Lifting by the neck isnt necessary dangerous if he isnt overweight, but the perhaps main problem with is the former "owner" surely did it when he handled the kitten...

Ah, so he does bites. How hard? There are bites and there are bites.
If a cat wants to bite for real heshe draws blood as the very least. You DO got bitten. It is a tremendous force in cats jaws and the sharp corner teeth.

But many cats "bites", snaps. This they can do as a warning. Which is a good thing to be grateful for, better be warned then bitten for real!


Or they do it playfully, but do it too hard. It happens frequently if they were taken from mom and siblings when too young. Or were alone in the litter.
This is possible to learn them not to do - but of course first when he is socialized and he knows you are his friend and Mom.
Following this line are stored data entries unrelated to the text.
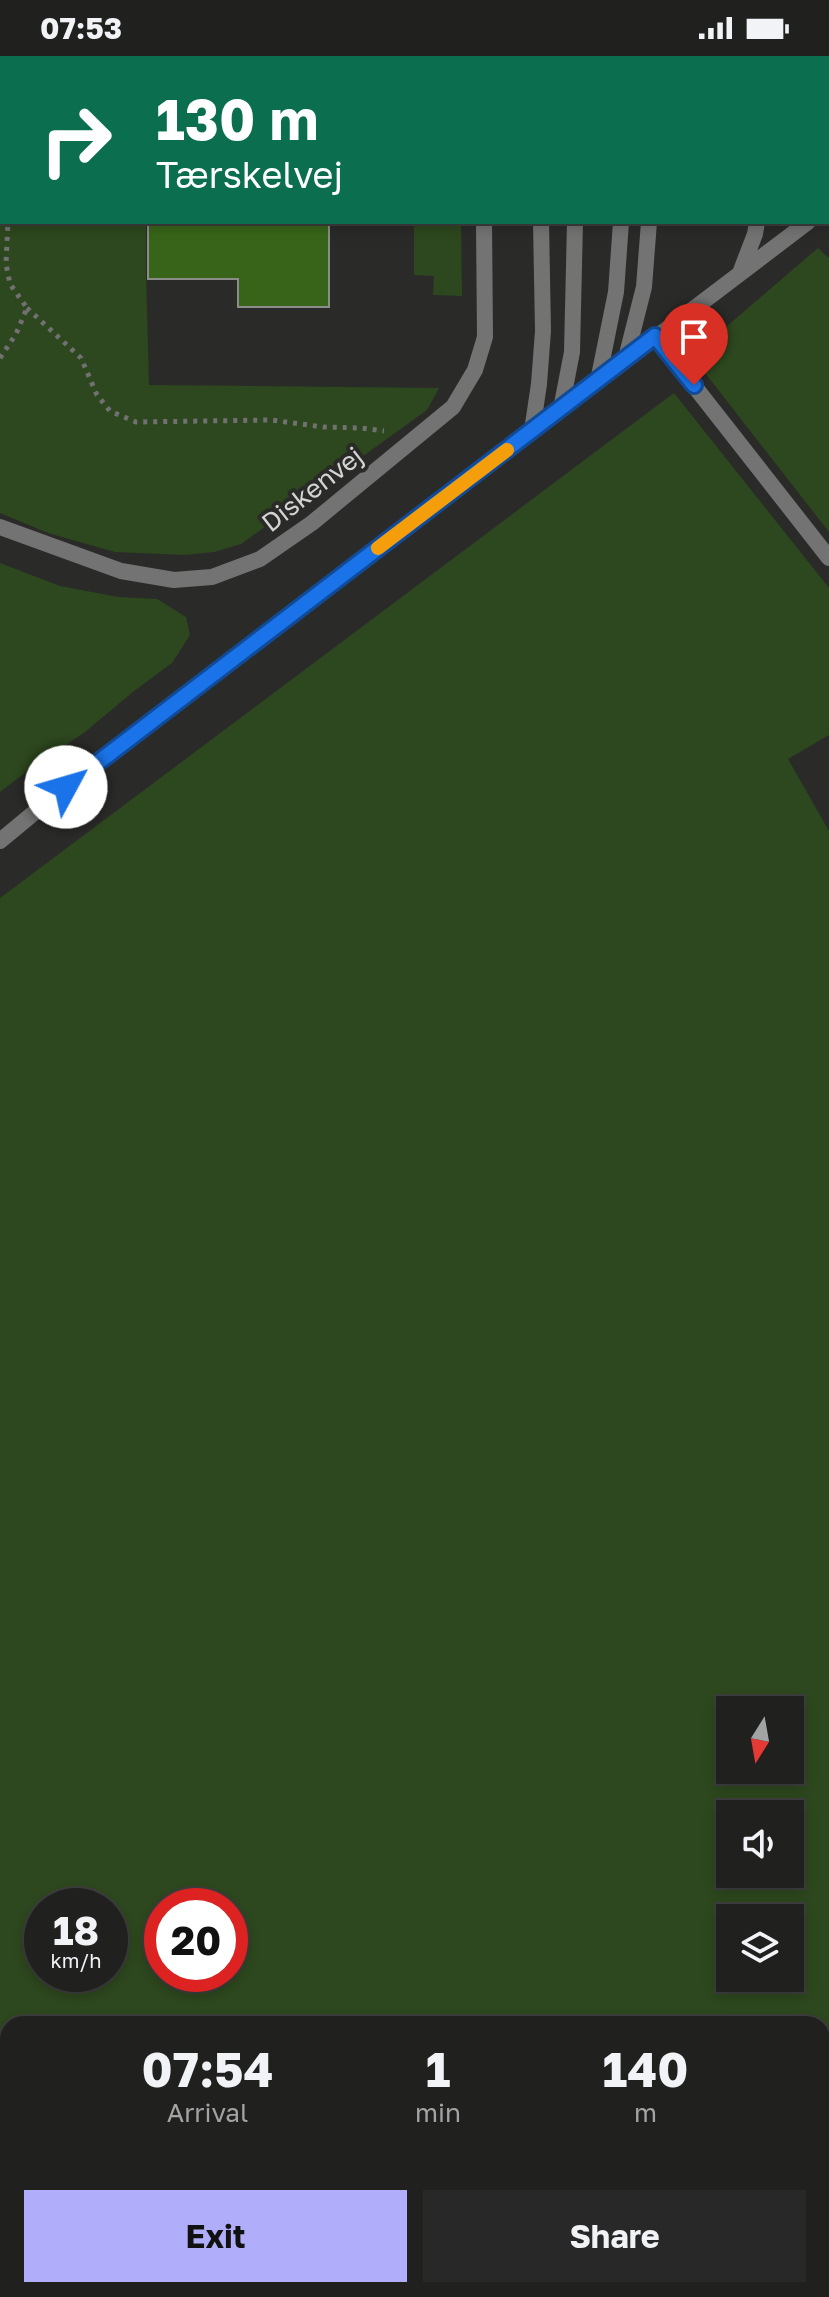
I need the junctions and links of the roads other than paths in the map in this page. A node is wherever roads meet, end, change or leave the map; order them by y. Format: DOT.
graph roads {
  1 [pos="484,224"];
  2 [pos="541,224"];
  3 [pos="575,224"];
  4 [pos="621,224"];
  5 [pos="649,224"];
  6 [pos="757,224"];
  7 [pos="786,224"];
  8 [pos="806,224"];
  9 [pos="777,247"];
  10 [pos="740,274"];
  11 [pos="655,336"];
  12 [pos="626,358"];
  13 [pos="598,381"];
  14 [pos="561,409"];
  15 [pos="532,431"];
  16 [pos="0,527"];
  17 [pos="829,558"];
  18 [pos="0,841"];
  1 -- 16 [label="lane, Diskenvej"];
  2 -- 15 [label="lane"];
  3 -- 14 [label="lane"];
  4 -- 13 [label="lane"];
  5 -- 12 [label="lane"];
  6 -- 10 [label="lane"];
  7 -- 9 [label="lane"];
  8 -- 9 [label="lane"];
  9 -- 10 [label="lane"];
  10 -- 11 [label="lane"];
  11 -- 12 [label="lane"];
  11 -- 17 [label="lane"];
  12 -- 13 [label="lane"];
  13 -- 14 [label="lane"];
  14 -- 15 [label="lane"];
  15 -- 18 [label="lane"];
}
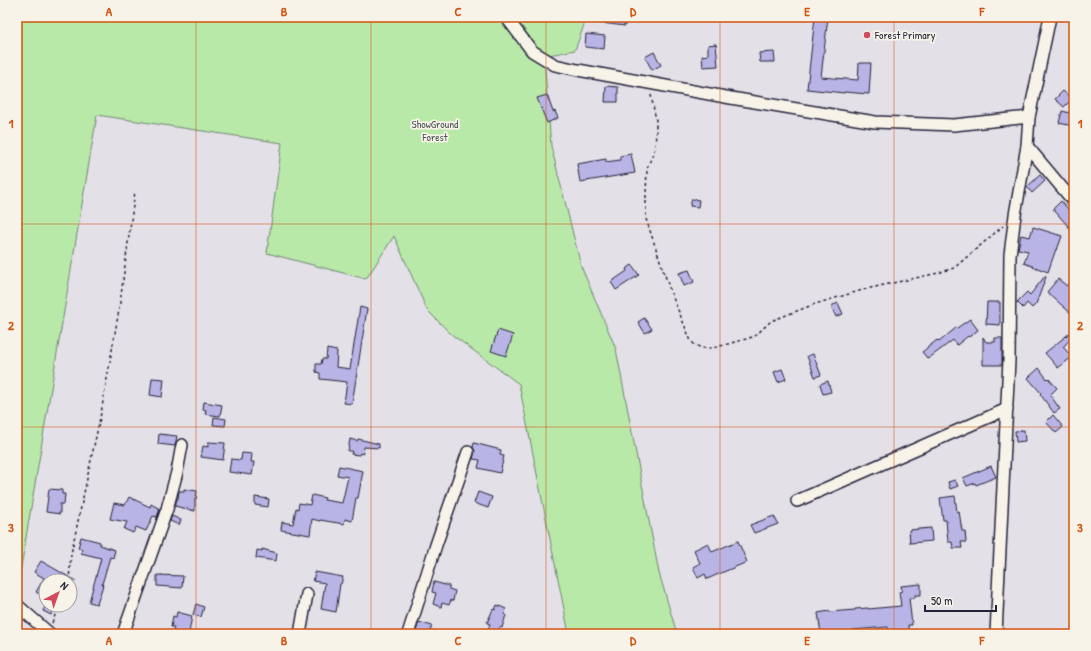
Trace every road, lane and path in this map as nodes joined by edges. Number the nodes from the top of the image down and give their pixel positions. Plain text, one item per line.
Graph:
1 (506, 17) edge
2 (1050, 17) edge
3 (645, 82) junction
4 (1029, 117) junction
5 (1027, 146) junction
6 (135, 191) dead end
7 (1074, 202) edge
8 (1014, 216) junction
9 (1007, 409) junction
10 (182, 445) dead end
11 (468, 452) dead end
12 (797, 501) dead end
13 (69, 573) edge
14 (307, 594) dead end
15 (17, 605) edge
16 (56, 613) edge
17 (50, 633) edge
18 (123, 634) edge
19 (300, 634) edge
20 (408, 634) edge
21 (996, 634) edge

1 - 3 street
2 - 4 street
3 - 4 street
3 - 8 path
4 - 5 street
5 - 7 street
5 - 8 street
6 - 13 path
8 - 9 street
9 - 12 street
9 - 21 street
10 - 18 street
11 - 20 street
14 - 19 street
15 - 17 street
16 - 17 path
When two cats meets it is the usual there are some hisses - mostly by the old inhabitant who wants to mark he is oldest and top-cat.
The young newcomer usually dont mind it too much... Your inhabitant-cat dont assaults him. A very good sign - some hissing as I said is normal.

Lying down my be capitulation. But as he is rolling on his back and wawing paws it is probably a form of defensive standing; I think he is inviting to playfully wrestling-matches...

It is going marvellous well for you and your both cats.
Please, do proceed with the good work!!!